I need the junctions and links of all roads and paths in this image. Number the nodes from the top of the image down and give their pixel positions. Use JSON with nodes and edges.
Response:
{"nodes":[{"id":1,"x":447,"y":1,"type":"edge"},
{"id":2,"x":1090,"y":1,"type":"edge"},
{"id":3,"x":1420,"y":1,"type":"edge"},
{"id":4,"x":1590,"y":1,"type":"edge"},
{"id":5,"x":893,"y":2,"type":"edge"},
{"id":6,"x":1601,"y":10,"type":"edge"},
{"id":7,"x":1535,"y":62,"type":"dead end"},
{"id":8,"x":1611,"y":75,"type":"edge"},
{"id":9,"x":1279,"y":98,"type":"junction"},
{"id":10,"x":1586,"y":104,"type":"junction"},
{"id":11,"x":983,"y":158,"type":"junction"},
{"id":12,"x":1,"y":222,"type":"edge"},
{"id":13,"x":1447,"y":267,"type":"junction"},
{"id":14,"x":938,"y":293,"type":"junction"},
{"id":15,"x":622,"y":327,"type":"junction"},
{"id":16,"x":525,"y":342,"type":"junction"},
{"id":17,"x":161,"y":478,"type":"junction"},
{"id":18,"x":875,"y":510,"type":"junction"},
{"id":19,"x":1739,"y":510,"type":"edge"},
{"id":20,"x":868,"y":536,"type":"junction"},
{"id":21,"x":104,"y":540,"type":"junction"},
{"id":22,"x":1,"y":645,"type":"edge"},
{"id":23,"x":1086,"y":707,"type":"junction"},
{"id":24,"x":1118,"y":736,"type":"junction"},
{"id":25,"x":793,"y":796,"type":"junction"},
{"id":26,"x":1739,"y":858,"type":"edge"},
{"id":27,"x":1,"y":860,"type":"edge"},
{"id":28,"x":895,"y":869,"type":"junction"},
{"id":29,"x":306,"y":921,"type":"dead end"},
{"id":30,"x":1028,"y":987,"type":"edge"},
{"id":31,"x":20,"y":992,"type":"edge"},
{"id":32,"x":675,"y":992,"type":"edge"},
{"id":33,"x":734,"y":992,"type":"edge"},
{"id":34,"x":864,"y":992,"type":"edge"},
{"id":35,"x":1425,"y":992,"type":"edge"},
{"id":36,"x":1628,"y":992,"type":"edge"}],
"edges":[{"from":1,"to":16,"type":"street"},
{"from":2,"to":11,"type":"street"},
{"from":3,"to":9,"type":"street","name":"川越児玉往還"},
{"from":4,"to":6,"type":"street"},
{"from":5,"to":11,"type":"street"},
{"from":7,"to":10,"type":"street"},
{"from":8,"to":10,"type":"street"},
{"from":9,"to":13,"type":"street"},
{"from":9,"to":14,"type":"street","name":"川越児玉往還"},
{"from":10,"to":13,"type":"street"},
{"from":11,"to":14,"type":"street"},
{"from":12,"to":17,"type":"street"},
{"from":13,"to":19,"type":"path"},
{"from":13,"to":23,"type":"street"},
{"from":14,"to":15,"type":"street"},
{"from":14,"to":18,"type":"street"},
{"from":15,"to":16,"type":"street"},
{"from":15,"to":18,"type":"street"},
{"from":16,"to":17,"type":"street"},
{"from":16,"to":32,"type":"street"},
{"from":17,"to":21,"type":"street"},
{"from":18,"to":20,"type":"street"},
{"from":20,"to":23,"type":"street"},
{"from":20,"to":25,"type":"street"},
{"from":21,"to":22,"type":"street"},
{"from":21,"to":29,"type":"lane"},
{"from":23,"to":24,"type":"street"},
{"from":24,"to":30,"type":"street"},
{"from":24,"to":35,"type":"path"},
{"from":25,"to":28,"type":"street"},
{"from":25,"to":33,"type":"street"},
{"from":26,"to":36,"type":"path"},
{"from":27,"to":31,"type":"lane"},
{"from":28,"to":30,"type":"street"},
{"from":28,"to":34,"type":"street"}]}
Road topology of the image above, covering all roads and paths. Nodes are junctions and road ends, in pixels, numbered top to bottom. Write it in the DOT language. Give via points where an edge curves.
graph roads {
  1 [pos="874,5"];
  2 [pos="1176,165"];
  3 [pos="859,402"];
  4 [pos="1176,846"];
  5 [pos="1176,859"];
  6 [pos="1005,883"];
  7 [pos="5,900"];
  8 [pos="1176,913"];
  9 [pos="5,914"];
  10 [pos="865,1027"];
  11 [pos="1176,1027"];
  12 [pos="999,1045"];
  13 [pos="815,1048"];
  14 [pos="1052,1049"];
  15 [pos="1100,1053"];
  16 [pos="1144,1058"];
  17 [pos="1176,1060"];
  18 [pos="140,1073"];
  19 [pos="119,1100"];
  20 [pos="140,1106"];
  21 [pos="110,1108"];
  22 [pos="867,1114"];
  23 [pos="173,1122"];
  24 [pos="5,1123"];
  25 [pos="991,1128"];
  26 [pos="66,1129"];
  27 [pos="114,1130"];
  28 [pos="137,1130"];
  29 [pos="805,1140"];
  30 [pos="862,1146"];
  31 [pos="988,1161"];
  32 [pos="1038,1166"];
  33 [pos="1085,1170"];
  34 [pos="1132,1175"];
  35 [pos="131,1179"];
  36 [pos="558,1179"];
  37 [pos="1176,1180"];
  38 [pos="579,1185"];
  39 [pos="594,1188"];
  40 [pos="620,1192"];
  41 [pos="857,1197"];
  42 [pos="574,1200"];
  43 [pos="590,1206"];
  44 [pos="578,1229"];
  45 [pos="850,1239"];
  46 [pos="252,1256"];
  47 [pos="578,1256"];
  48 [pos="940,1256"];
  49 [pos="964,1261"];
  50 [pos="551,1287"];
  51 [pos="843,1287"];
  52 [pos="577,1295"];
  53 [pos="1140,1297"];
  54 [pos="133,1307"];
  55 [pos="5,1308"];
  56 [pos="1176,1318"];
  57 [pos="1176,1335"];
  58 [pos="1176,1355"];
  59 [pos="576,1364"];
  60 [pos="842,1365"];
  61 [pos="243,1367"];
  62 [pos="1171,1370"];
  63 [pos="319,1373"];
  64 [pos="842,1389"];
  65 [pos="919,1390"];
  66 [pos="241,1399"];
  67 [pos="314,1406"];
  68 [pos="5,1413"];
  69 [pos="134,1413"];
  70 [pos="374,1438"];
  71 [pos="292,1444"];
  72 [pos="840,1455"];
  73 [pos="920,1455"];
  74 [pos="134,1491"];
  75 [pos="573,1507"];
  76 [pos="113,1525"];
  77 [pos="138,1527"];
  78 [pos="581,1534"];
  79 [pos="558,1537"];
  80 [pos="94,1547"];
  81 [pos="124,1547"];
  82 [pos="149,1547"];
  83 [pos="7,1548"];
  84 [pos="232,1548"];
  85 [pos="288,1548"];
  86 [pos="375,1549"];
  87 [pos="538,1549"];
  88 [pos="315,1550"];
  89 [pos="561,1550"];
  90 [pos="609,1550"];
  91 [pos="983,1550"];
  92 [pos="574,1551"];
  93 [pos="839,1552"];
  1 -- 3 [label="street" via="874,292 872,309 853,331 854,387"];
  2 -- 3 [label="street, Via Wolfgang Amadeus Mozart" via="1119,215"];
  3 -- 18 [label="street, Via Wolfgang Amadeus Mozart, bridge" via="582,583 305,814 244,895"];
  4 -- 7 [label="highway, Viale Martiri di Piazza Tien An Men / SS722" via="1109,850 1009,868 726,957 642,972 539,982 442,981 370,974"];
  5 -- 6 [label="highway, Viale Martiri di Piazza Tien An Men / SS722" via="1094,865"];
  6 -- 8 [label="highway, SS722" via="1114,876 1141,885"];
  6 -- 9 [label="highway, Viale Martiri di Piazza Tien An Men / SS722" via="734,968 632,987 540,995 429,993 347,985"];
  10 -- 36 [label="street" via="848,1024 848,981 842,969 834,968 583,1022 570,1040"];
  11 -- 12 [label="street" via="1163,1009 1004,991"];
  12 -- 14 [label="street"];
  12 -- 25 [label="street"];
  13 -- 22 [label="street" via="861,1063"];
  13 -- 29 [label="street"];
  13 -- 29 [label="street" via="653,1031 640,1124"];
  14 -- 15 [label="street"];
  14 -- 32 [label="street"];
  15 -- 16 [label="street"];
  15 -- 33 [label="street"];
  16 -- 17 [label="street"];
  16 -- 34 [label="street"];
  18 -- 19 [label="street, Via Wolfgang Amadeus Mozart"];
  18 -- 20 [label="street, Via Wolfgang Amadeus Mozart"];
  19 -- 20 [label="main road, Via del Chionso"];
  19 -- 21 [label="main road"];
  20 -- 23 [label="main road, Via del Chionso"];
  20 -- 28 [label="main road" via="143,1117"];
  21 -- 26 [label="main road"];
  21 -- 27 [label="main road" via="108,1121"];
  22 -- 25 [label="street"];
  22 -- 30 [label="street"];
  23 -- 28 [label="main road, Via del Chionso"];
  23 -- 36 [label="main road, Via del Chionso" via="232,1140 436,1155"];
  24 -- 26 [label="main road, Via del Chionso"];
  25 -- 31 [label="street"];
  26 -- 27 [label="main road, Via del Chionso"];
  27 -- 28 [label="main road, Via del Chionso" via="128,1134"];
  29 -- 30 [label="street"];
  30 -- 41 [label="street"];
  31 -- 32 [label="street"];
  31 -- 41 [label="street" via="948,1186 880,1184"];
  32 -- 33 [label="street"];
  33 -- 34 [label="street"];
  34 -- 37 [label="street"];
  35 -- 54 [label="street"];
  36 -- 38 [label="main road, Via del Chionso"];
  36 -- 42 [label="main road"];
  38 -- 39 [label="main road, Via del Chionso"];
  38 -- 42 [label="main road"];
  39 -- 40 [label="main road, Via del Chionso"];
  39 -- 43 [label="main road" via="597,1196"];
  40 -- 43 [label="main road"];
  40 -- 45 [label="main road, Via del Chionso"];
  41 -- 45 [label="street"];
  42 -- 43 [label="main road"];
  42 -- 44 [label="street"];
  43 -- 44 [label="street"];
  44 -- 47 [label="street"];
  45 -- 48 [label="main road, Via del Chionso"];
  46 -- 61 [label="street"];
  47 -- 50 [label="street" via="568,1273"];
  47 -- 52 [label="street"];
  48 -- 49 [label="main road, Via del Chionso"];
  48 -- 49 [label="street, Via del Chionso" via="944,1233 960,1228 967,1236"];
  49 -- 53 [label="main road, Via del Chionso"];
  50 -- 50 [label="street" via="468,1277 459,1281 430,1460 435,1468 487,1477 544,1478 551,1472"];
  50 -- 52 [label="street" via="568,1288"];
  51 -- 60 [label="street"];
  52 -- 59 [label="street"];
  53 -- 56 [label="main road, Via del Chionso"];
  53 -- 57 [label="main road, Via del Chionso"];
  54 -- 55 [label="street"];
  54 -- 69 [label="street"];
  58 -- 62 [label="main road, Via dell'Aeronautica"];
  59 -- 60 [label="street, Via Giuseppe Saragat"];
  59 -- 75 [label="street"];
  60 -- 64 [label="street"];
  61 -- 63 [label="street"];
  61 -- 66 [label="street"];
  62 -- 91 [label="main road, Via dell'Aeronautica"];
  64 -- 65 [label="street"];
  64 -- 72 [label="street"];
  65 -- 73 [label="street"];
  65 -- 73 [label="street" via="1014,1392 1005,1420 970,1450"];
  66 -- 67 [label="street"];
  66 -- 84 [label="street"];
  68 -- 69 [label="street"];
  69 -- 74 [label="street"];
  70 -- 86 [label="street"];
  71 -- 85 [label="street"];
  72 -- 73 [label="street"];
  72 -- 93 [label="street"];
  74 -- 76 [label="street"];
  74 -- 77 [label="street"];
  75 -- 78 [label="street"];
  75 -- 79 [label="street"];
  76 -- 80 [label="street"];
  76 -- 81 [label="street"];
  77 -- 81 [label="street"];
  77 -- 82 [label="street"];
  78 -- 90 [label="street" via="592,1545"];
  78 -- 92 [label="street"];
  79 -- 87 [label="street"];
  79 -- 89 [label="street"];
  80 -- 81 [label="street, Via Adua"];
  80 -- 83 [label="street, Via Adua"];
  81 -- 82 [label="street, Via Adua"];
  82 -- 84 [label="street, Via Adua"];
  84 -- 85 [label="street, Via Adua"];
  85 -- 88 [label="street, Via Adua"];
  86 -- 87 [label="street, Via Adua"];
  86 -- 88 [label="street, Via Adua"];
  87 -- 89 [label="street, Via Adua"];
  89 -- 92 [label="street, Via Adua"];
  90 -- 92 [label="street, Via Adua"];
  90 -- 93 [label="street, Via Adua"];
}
- - -
## Task details
Where does the string "name" appear in the records above? Return every line that holds it.

## Solution for this problem
{"from":3,"to":9,"type":"street","name":"川越児玉往還"},
{"from":9,"to":14,"type":"street","name":"川越児玉往還"},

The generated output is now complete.